Poised and self-assured, James Little stands beside a pair of buckets, each filled with a different shade of black paint, in the Brooklyn studio where the artist has worked for three decades. The Memphis-born painter of absorbing abstractions—whether hallucinatory monochromes or variegated, potpourri-like surfaces—has been making all-black paintings for a decade, committing to each canvas for three or four months. In these works, contained geometries explode with nocturnal luminosity in concert with the viewer’s sways, and tightly orchestrated stripes play silent recitals of light, form, and movement. Little, who became an abstract painter after graduating from the Memphis Academy of Art in the early ’70s, has experienced what many would call a career breakthrough earlier this year with a majestic display of work in the Whitney Biennial; his current solo exhibition, Black Stars & White Paintings, is on view at Chicago’s Kavi Gupta gallery through December 20.

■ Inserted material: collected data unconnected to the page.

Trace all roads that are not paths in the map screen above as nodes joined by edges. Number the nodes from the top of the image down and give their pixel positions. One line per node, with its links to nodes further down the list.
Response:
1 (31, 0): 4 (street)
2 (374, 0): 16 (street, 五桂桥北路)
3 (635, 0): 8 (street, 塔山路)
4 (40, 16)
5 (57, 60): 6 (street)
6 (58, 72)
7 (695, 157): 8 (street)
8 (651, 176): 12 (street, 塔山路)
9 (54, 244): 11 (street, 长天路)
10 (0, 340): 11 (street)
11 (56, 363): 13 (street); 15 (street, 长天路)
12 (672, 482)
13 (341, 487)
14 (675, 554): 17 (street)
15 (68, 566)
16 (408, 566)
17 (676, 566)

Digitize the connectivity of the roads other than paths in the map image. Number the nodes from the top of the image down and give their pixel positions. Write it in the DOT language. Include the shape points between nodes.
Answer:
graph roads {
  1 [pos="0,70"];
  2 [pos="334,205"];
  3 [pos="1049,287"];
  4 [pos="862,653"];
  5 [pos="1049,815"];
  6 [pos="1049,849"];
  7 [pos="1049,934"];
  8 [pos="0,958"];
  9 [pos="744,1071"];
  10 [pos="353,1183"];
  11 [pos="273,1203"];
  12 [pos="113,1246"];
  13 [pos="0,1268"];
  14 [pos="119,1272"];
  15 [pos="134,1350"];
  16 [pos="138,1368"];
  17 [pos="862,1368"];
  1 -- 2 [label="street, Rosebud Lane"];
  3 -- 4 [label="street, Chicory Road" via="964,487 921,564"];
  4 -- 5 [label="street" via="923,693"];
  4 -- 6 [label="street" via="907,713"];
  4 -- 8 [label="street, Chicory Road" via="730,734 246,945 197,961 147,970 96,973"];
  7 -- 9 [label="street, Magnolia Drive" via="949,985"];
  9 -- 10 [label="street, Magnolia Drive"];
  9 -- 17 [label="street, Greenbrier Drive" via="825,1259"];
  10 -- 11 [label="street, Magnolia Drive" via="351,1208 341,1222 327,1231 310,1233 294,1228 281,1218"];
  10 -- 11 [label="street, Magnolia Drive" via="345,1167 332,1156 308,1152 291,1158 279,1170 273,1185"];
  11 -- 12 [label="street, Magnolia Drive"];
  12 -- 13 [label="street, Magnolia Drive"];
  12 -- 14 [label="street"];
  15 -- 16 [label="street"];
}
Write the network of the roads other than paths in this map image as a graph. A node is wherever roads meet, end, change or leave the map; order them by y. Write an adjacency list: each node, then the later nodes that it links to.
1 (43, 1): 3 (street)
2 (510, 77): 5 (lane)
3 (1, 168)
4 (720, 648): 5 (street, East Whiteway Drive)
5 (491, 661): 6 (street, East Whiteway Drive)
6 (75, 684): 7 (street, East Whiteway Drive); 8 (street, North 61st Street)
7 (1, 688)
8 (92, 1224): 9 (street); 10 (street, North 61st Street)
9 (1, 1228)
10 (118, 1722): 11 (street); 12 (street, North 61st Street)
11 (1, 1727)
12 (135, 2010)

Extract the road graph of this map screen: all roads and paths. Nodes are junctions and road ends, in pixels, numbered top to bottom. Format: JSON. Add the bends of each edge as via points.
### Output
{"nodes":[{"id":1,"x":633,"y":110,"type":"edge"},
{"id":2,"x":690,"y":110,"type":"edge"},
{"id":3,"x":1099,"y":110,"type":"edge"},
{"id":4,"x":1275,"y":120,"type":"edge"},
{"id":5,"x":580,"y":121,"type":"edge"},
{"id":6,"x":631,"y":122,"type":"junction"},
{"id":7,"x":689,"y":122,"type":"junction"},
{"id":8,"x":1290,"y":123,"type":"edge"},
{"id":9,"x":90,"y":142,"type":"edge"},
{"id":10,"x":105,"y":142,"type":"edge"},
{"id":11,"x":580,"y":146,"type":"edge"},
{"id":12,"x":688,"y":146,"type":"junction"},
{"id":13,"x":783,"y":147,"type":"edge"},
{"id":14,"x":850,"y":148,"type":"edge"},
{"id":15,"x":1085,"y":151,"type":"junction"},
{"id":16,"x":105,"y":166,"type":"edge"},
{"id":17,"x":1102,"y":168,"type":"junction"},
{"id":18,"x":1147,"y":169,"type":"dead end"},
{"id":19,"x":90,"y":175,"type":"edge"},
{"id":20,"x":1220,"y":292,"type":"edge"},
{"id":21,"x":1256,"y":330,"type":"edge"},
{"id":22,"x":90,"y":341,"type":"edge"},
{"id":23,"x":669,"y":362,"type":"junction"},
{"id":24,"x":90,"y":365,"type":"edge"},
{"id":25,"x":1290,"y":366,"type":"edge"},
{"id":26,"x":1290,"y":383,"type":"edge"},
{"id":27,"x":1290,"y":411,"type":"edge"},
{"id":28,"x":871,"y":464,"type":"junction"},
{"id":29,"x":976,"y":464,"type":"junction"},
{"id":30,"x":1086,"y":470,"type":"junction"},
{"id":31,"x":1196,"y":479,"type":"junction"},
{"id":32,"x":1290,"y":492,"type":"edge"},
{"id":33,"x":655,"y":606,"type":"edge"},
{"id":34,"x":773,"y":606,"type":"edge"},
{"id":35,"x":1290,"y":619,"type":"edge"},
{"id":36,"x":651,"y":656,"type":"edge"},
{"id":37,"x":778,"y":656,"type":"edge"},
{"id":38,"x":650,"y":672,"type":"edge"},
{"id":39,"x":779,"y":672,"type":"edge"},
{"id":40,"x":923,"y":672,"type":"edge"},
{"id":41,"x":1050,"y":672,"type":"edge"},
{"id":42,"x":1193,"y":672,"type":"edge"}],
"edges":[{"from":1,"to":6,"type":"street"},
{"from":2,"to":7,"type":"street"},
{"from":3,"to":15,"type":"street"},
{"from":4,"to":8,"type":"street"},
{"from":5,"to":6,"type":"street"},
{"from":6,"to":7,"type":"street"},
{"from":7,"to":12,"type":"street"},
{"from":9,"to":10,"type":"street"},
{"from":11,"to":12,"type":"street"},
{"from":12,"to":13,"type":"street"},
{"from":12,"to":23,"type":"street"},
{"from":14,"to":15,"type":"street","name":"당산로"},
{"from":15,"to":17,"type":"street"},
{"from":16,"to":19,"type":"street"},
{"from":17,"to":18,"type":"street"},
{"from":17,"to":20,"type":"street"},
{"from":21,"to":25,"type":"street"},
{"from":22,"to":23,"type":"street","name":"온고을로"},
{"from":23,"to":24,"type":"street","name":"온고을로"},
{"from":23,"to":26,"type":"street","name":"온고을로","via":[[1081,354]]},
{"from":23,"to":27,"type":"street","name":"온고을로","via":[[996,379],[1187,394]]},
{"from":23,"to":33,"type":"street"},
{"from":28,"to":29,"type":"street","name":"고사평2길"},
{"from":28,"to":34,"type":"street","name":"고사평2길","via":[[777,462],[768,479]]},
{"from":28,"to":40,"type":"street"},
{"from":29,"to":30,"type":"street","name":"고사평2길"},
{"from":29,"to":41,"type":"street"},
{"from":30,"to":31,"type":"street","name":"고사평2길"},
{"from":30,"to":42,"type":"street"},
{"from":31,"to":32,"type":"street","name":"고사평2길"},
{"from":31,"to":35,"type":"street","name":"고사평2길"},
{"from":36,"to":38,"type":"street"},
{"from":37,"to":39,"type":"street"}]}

When I wasn't showing in the Biennial, I still always felt I was as good as anybody out there. Even when I wasn’t showing at all, I remained concentrated—focused on capturing the imagination of the wider public. Given where the art world is now, I’m definitely an outsider. Formalism was once the avant-garde, but no longer in this day and age. I am loyal to pure abstraction, and am not interested in painting a picture of anything. I’ve always looked at painting from the outside, by looking at other artists’ works and finding things that I wouldn’t do. I’ve always been concerned with the strength of a painting and try to make contemporary American art that can hold space on a wall next to a de Kooning or a Monet.
Most of the references that trigger my ideas are not in museums. Rather, they are outside, down the street where I might see a structure, a pattern, or a spill—stuff that people just don’t pay attention to. If it can fit within my vocabulary, then I’ll try it out. Everything is an experiment, including our democracy, and if we keep renovating it, it may survive.
James Little, Thespian Stories, 2022. Oil on linen, 39 x 46 inches framed.
I am a political person but I don’t make political art. I try to make optimistic work and avoid too much verbiage or jargon. I am after something that can be shared with a wider community, rather than depending on a syllabus or descriptive analysis. You can say the paintings make social and political statements, but I try to stay away from identity politics. I can’t make a painting that reflects the terror and the pain inflicted upon people like me through racism. My experience has been shaped by living in the segregated Deep South, and if I were to paint that, it would necessarily be inadequate compared against that reality.
There is always a certain amount of fear: of the space; of the painting, of meeting the challenge at hand. I never want to lose the fear, because if I do, the only thing that replaces it is overconfidence. Before making an all-black painting, the surface is entirely white like a blank wall—there is nothing else, and that’s fear. There is possibility for both success and failure.
I wouldn’t say I work in isolation, but I like privacy and concentration. One reason for this is that I make a lot of my own paint, which has evolved over the years. The all-black paintings, for example, are a mixture of oil paint and beeswax, which I started using around 1972. For the white paintings, I still use oil because it feels necessary to use whatever medium that I think best reflects or expresses what I’m trying to do with the design and the format synergistically.
James Little, Spangled Star, 2022. Oil and wax on linen, 72 x 72 in.
When I paint the black-on-black paintings, the two separate shades can’t be too close to each other. Toward the end of the painting, however, I bring them really close, so you can barely see the difference. In a dark room, those paintings absorb whatever light there is. If you have more light, their response will be different—there is a subliminal, or even spiritual way in which they operate in a room. I’m interested in emotive content, in transcendence, and in physicality. There is an emblematic push-pull in the all-black paintings: By the time a third dimension appears, the work flips right back to the second dimension. I haven’t exhausted the ideas around a black painting—they are in a way measurements of time.
For each painting, I do various calculus iterations to figure out how big and complex the work can be. My mantra is to use what I need; if I don’t need it, then I won’t use it. I’ve been called a Minimalist, but I’m not—I just use what I need.
My intention is to eliminate predictability and not be repetitive. Music can be repetitive, but there is always change, chords, syncopation, rhythm. I try to accomplish something similar in my art, something that is more than a pattern or a set of regulations. I prefer to not have music playing while I’m working because painting with liquified wax is nothing to play around with. I love looking at each finished painting with music so I can actually focus and listen.
You have to constantly investigate and engage with the surface; the movement is perpetual—it won’t stop.